| TASK |
Pull every line containing "webkit" out of the listing below.
*** THE RECORDS
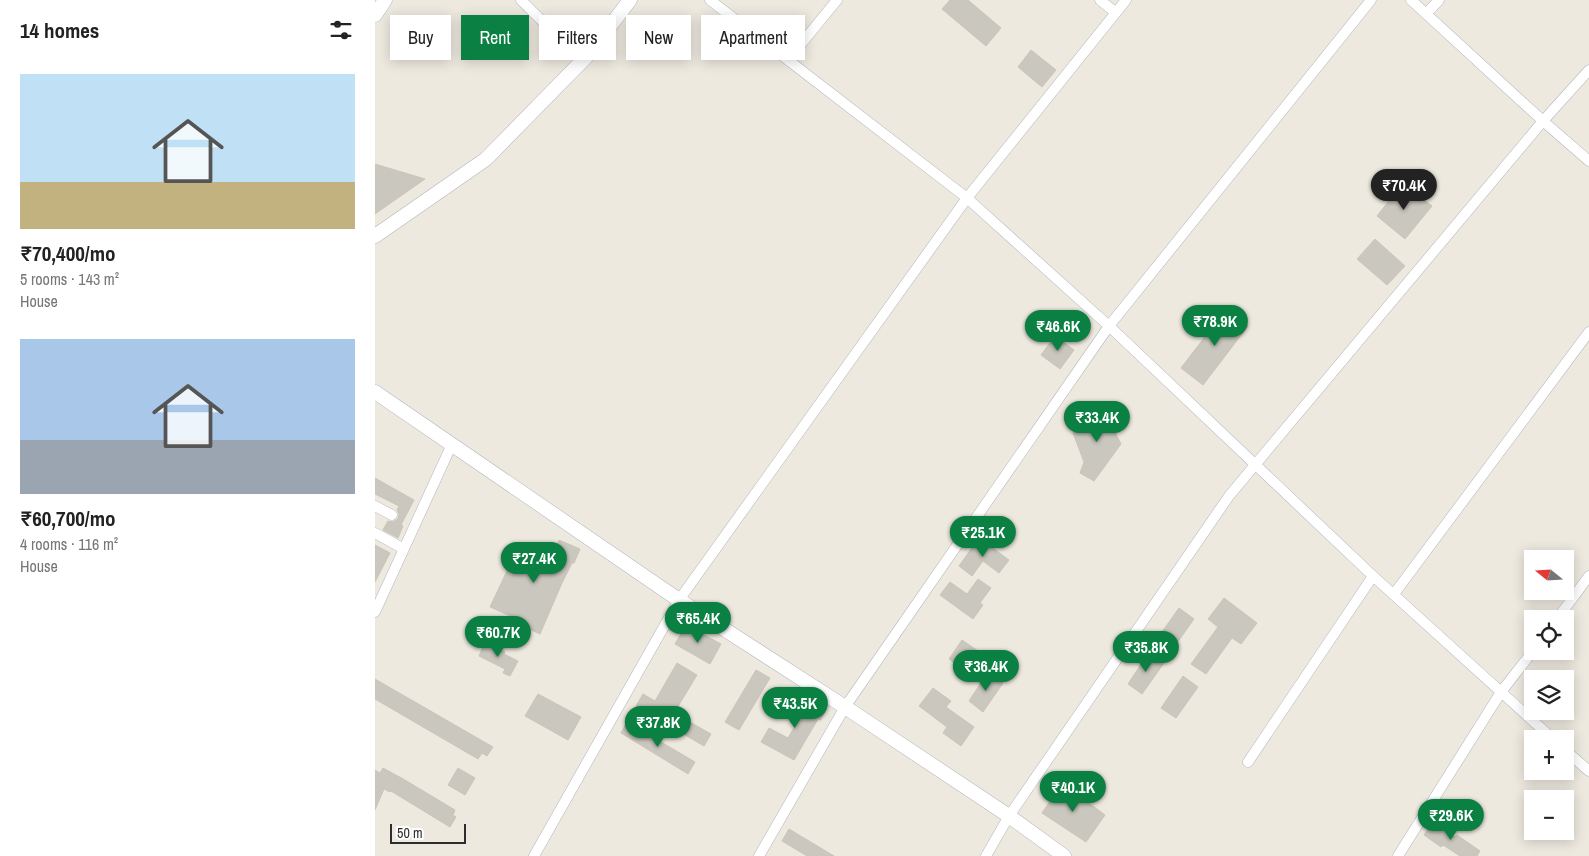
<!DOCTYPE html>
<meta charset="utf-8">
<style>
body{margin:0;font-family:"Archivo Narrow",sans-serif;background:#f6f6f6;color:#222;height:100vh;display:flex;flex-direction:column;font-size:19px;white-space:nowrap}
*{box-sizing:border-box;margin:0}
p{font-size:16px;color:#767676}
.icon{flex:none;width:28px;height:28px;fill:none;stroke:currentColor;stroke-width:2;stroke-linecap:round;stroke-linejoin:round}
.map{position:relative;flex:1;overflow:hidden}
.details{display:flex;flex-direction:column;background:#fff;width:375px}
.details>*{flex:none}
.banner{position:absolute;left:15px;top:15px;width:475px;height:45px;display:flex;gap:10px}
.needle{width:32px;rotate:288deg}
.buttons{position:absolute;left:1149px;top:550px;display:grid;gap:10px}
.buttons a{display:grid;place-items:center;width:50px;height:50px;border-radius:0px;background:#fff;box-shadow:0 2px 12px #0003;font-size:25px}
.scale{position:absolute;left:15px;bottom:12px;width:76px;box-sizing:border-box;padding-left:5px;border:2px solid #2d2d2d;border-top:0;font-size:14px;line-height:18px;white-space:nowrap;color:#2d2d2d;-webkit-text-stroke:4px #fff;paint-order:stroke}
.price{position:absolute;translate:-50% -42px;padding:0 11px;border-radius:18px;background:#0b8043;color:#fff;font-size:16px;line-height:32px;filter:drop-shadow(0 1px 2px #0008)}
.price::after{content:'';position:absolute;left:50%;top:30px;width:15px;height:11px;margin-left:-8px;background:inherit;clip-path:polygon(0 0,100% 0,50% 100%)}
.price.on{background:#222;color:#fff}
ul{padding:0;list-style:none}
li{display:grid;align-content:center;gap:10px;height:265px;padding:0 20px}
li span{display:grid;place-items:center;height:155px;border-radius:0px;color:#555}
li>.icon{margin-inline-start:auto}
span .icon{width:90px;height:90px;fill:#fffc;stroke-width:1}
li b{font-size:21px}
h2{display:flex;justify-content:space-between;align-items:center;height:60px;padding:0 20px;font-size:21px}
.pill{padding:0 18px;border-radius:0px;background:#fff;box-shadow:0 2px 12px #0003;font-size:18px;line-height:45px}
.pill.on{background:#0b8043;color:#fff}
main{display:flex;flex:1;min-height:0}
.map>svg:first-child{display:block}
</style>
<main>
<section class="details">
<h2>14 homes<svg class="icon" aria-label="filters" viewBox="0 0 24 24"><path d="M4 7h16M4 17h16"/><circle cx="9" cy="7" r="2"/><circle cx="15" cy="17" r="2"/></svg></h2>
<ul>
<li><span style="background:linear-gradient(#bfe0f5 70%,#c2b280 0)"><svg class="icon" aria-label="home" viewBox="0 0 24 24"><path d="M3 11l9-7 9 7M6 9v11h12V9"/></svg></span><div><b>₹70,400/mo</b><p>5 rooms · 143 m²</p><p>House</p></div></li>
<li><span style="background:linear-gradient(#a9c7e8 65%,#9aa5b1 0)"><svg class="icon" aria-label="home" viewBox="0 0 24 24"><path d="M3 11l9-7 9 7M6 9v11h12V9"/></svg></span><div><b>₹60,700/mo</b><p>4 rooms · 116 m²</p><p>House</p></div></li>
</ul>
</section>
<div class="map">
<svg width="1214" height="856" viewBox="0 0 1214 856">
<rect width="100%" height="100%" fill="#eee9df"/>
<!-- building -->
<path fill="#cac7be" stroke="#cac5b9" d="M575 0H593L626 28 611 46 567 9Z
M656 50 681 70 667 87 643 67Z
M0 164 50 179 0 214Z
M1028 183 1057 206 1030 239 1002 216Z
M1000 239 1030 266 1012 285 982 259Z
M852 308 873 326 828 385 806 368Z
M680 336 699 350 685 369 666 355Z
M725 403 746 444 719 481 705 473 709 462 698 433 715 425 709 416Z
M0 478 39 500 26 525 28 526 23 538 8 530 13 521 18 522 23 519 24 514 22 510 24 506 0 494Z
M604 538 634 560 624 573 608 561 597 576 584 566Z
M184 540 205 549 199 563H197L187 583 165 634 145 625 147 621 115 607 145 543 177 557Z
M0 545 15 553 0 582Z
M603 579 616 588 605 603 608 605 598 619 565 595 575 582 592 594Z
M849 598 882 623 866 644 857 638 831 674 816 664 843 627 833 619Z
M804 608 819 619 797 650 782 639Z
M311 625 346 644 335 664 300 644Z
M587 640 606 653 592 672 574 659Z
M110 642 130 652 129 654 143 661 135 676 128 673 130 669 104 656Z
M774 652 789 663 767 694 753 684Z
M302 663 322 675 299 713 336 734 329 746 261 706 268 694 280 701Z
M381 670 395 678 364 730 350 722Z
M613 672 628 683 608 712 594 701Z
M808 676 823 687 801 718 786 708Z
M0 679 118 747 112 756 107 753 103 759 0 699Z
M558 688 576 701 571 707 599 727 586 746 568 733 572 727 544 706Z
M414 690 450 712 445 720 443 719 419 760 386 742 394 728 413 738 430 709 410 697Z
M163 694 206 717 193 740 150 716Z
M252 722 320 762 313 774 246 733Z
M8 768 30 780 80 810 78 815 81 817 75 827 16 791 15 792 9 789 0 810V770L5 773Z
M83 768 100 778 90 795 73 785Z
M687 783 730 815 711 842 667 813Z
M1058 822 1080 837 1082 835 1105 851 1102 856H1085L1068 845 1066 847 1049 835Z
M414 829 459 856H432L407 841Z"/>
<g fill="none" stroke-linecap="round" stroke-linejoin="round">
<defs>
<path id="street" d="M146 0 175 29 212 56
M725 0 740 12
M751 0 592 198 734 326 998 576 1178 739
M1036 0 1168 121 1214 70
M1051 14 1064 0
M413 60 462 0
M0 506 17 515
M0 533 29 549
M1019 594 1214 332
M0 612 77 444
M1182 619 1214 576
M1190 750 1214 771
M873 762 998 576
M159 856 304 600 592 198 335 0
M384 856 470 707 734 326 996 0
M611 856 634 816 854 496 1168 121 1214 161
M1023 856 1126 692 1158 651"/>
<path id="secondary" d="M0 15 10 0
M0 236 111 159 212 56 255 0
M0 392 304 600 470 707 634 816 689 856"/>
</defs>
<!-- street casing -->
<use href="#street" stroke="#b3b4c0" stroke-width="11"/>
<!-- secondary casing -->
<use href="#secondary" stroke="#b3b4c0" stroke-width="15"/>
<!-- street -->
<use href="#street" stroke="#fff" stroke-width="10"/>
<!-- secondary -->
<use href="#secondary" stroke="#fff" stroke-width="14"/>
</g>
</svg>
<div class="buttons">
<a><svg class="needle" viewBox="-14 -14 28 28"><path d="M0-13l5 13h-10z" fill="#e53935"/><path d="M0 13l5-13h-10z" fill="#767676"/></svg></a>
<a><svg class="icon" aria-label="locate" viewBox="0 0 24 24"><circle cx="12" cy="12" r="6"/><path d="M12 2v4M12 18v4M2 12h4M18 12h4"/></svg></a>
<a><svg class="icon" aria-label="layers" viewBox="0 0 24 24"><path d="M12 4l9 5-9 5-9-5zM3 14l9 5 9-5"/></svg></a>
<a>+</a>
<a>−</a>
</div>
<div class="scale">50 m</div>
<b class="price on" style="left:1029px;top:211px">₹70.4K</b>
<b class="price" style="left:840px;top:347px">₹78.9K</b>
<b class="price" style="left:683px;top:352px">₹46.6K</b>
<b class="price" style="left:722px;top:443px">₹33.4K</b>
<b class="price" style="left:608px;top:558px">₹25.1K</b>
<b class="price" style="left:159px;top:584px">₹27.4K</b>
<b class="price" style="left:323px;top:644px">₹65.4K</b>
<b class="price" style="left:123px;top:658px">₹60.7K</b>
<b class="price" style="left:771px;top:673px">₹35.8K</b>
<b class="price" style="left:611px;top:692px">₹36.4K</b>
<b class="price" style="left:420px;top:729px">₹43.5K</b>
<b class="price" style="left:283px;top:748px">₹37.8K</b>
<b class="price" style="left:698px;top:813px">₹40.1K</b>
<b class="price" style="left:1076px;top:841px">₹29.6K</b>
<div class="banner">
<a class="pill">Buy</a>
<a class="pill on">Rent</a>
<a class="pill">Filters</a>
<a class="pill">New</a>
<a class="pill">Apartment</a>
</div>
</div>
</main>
******
*** THE RECORDS
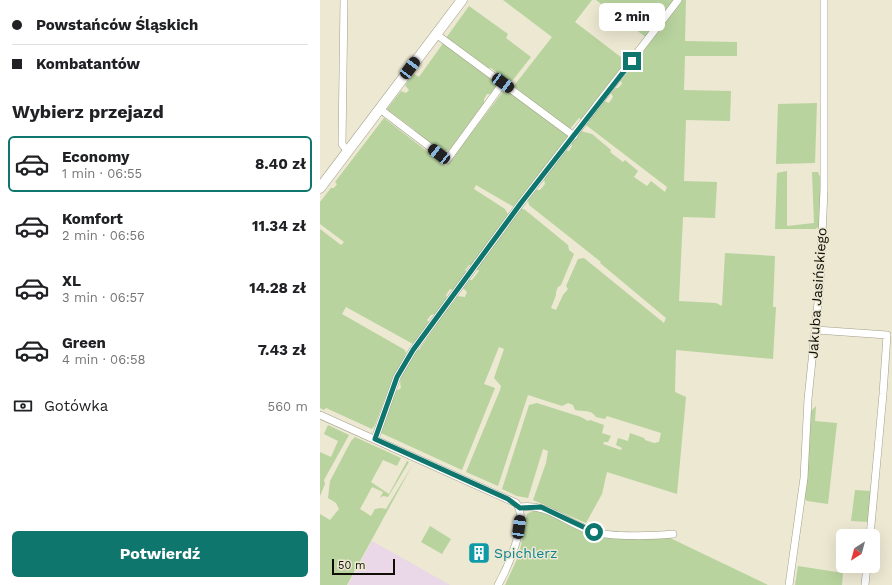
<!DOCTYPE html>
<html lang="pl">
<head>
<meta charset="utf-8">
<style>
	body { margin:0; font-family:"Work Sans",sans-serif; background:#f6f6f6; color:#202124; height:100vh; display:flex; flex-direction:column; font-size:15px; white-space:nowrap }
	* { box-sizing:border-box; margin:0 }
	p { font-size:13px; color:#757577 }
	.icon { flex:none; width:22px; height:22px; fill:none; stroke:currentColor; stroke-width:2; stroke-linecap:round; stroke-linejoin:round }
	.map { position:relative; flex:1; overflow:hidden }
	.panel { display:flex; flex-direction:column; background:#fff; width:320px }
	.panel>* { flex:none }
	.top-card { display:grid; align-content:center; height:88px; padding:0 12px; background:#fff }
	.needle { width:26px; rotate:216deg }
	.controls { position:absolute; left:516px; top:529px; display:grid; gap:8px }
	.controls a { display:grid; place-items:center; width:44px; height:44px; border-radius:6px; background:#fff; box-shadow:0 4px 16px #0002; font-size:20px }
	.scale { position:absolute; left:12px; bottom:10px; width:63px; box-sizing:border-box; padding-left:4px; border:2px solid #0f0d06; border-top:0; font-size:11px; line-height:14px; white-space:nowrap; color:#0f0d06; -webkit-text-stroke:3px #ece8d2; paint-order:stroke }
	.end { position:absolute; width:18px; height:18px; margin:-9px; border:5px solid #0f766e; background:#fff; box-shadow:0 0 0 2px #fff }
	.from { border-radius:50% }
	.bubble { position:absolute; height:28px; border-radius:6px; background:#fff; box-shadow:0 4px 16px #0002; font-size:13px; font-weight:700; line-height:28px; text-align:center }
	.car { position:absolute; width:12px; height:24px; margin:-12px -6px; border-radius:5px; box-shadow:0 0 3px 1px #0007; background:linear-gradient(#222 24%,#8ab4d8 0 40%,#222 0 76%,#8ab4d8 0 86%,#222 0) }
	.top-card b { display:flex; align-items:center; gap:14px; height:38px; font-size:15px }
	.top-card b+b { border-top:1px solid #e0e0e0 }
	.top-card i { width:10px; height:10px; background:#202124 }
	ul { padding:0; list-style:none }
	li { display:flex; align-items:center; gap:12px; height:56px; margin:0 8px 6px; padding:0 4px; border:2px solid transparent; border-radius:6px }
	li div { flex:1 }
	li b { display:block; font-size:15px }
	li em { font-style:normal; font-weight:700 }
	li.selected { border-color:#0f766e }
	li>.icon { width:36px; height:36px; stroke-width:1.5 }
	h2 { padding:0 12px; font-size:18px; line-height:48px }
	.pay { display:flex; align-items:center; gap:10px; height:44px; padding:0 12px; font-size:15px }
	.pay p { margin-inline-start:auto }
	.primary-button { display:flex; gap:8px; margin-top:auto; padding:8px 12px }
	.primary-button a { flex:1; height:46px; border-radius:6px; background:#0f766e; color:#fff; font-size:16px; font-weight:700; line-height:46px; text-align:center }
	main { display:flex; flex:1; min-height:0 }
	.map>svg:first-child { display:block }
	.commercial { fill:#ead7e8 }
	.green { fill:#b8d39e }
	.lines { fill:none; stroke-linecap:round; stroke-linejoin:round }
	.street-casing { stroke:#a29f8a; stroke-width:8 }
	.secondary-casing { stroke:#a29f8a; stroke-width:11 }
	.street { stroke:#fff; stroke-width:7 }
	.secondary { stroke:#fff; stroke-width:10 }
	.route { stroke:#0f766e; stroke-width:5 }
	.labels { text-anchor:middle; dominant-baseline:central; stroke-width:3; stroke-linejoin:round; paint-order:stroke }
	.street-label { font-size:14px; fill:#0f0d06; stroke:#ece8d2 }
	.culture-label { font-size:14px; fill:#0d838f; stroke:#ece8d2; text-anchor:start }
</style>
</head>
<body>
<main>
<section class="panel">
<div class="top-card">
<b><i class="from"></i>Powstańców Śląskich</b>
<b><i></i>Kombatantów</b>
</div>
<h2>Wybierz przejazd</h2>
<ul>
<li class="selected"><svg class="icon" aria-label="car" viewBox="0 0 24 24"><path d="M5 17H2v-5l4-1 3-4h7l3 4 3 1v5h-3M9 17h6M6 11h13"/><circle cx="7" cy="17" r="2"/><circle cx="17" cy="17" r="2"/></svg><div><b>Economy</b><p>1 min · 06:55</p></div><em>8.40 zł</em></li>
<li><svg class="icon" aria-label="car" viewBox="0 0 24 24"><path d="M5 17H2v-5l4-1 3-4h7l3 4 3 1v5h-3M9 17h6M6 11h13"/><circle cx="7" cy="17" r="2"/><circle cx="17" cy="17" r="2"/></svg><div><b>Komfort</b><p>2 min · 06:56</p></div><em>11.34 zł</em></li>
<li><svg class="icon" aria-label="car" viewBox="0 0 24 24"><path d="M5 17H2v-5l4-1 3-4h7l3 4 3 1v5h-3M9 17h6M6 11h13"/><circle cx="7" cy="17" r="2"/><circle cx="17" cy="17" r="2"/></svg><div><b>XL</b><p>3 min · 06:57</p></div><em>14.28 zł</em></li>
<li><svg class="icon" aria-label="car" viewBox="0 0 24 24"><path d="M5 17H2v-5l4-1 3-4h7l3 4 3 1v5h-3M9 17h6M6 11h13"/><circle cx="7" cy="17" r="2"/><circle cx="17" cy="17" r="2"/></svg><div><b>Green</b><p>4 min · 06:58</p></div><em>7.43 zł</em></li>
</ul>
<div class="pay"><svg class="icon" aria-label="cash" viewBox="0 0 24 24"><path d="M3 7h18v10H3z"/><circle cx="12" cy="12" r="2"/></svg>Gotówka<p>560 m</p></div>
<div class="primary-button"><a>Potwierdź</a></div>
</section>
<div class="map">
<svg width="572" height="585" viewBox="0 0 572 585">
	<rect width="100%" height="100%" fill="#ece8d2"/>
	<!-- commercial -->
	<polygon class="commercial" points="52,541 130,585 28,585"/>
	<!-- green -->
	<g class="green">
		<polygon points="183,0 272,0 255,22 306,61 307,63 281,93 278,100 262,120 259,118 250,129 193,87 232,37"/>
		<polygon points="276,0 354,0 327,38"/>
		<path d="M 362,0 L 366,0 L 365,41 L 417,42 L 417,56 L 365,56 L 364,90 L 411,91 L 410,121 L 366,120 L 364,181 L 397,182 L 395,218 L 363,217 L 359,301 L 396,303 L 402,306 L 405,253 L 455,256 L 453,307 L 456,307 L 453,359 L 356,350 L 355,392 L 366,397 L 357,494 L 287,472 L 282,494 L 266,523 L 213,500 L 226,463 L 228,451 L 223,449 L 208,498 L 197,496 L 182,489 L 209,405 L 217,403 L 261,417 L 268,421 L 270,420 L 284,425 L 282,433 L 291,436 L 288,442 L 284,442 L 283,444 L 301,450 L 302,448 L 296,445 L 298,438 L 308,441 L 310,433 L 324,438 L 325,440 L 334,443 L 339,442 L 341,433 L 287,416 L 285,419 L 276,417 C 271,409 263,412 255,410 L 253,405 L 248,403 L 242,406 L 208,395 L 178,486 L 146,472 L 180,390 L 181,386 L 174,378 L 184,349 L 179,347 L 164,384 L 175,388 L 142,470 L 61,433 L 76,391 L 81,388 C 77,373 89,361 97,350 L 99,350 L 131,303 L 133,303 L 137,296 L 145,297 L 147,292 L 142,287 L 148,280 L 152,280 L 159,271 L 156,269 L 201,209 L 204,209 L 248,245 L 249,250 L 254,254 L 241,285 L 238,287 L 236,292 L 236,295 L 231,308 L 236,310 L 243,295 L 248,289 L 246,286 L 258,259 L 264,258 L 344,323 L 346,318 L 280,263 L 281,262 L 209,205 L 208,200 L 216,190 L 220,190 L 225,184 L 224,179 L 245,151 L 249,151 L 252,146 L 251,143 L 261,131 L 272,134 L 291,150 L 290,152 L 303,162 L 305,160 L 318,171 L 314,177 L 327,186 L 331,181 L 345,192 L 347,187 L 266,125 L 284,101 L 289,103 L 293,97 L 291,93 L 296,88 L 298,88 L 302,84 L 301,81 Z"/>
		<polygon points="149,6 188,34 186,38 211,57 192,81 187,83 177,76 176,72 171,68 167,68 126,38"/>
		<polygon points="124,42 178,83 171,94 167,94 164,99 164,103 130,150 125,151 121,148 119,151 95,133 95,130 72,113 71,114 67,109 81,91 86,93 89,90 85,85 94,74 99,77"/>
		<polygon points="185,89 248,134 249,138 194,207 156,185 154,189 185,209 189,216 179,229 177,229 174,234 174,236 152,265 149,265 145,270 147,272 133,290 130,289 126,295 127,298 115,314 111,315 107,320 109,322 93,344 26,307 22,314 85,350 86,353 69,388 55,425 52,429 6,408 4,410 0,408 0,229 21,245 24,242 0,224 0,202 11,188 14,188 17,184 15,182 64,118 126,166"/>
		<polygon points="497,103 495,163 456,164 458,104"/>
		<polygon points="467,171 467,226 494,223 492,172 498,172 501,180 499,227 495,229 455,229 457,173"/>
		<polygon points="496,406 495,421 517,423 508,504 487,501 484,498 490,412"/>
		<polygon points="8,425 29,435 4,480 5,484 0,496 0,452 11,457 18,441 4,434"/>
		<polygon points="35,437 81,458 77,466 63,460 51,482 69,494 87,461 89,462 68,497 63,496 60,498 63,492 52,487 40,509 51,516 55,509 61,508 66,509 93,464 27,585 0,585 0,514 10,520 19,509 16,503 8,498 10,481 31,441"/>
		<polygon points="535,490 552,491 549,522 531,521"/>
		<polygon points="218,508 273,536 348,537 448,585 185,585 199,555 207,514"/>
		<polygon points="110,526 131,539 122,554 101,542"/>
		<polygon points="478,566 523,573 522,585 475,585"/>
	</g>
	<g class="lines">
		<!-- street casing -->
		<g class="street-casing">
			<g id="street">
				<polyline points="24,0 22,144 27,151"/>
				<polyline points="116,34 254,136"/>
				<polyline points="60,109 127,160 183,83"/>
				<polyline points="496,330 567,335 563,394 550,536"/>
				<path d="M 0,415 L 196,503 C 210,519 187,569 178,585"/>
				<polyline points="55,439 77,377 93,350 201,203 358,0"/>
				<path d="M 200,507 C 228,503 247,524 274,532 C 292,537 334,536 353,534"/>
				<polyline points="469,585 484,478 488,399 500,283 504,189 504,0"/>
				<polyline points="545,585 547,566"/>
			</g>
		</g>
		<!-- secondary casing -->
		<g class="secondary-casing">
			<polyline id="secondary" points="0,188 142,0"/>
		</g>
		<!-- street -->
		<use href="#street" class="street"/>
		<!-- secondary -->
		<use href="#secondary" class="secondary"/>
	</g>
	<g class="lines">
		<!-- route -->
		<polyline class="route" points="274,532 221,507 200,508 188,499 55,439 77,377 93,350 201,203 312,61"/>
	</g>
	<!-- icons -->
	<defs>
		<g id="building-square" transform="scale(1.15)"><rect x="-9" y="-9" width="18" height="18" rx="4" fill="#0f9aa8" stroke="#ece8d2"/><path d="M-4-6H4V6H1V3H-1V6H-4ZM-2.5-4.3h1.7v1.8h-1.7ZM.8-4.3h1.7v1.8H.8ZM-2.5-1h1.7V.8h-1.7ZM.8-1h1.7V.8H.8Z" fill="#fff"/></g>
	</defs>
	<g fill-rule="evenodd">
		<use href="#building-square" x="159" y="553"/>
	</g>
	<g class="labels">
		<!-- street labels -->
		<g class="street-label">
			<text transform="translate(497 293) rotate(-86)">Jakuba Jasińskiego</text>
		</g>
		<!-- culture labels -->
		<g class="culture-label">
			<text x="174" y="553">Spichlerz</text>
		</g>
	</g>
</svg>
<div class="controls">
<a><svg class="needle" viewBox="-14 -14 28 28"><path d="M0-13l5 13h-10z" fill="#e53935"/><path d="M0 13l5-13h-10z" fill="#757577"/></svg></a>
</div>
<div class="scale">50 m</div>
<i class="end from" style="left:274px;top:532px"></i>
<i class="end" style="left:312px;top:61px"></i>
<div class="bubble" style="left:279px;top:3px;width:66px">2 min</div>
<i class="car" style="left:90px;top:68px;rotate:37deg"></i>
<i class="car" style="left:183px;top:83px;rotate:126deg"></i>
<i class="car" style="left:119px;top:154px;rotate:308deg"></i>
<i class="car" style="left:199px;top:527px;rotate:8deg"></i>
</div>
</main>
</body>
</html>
******
| EXERCISE ANSWER |
.scale{position:absolute;left:15px;bottom:12px;width:76px;box-sizing:border-box;padding-left:5px;border:2px solid #2d2d2d;border-top:0;font-size:14px;line-height:18px;white-space:nowrap;color:#2d2d2d;-webkit-text-stroke:4px #fff;paint-order:stroke}
	.scale { position:absolute; left:12px; bottom:10px; width:63px; box-sizing:border-box; padding-left:4px; border:2px solid #0f0d06; border-top:0; font-size:11px; line-height:14px; white-space:nowrap; color:#0f0d06; -webkit-text-stroke:3px #ece8d2; paint-order:stroke }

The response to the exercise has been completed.